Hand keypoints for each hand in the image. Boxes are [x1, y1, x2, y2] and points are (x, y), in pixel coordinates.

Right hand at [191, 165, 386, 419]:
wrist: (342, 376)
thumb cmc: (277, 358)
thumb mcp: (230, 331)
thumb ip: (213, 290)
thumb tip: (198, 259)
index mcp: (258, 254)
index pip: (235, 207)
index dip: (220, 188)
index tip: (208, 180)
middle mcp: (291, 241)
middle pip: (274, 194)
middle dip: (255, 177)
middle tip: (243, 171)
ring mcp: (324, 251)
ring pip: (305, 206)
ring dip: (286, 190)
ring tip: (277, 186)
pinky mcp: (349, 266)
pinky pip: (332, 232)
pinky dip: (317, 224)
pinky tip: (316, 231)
---
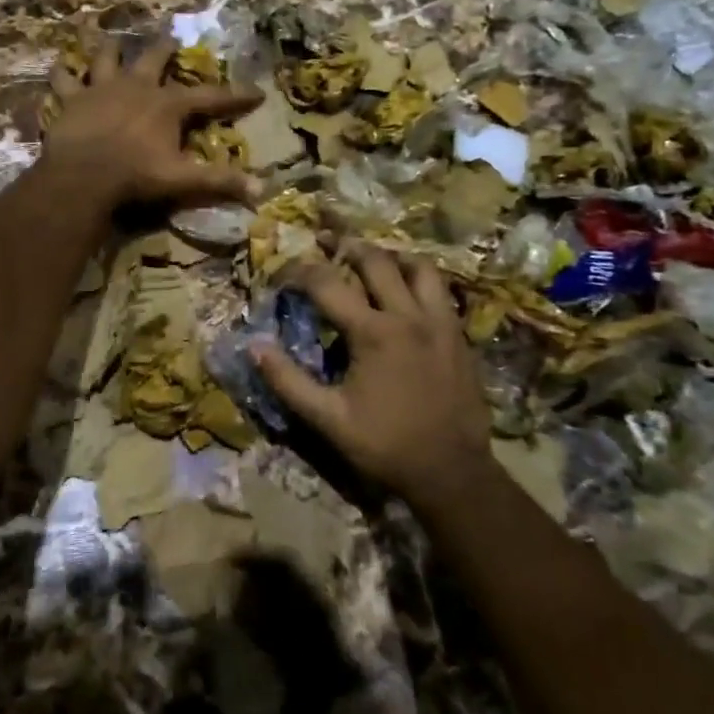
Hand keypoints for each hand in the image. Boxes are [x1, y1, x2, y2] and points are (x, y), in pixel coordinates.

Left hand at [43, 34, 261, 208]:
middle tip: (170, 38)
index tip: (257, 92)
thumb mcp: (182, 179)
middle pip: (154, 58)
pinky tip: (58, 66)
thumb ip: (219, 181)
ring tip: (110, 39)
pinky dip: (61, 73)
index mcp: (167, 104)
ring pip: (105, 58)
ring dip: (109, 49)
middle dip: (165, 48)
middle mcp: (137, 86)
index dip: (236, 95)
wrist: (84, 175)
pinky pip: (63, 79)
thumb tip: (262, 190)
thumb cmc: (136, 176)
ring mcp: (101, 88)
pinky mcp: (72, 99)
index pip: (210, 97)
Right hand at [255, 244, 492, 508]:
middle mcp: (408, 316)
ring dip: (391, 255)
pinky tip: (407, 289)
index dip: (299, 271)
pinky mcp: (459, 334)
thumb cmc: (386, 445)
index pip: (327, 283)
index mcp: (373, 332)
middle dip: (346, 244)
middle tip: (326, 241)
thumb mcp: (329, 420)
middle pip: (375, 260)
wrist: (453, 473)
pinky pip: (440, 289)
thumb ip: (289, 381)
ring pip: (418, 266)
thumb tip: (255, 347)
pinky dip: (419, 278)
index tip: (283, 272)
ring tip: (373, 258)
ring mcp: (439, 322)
* * *
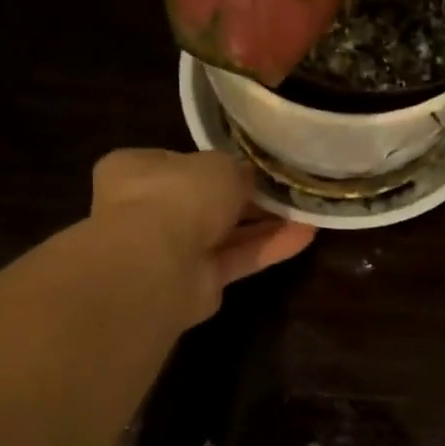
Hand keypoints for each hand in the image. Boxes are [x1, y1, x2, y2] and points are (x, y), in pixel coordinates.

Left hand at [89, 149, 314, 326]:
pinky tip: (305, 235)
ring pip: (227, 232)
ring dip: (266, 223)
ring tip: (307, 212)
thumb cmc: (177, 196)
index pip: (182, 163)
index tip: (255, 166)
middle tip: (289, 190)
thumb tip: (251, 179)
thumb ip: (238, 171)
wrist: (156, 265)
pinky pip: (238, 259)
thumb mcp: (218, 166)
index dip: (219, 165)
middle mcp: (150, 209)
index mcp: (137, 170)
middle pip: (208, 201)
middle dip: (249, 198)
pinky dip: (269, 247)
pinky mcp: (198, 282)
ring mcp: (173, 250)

WORK REQUEST: In the listing above, find the line with "middle pip: (154, 58)" and the line with "ring mcp: (439, 322)", then reproduce both and every line between them exactly.

WRITTEN SOLUTION:
middle pip: (154, 58)
pinky tip: (58, 66)
thumb ip: (219, 181)
ring tip: (110, 39)
pinky dip: (61, 73)
index mcp: (167, 104)
ring pip: (105, 58)
ring dip: (109, 49)
middle dip: (165, 48)
middle mcp: (137, 86)
index dip: (236, 95)
wrist: (84, 175)
pinky pip: (63, 79)
thumb tip: (262, 190)
thumb cmc: (136, 176)
ring mcp: (101, 88)
pinky mcp: (72, 99)
index pip: (210, 97)
Right hand at [255, 244, 492, 508]:
middle mcp: (408, 316)
ring dip: (391, 255)
pinky tip: (407, 289)
index dip: (299, 271)
pinky mcp: (459, 334)
thumb cmc: (386, 445)
index pip: (327, 283)
index mcp: (373, 332)
middle dip: (346, 244)
middle tip: (326, 241)
thumb mcp: (329, 420)
middle pip: (375, 260)
wrist: (453, 473)
pinky pip: (440, 289)
thumb ip: (289, 381)
ring pip: (418, 266)
thumb tip: (255, 347)
pinky dip: (419, 278)
index tip: (283, 272)
ring tip: (373, 258)
ring mcp: (439, 322)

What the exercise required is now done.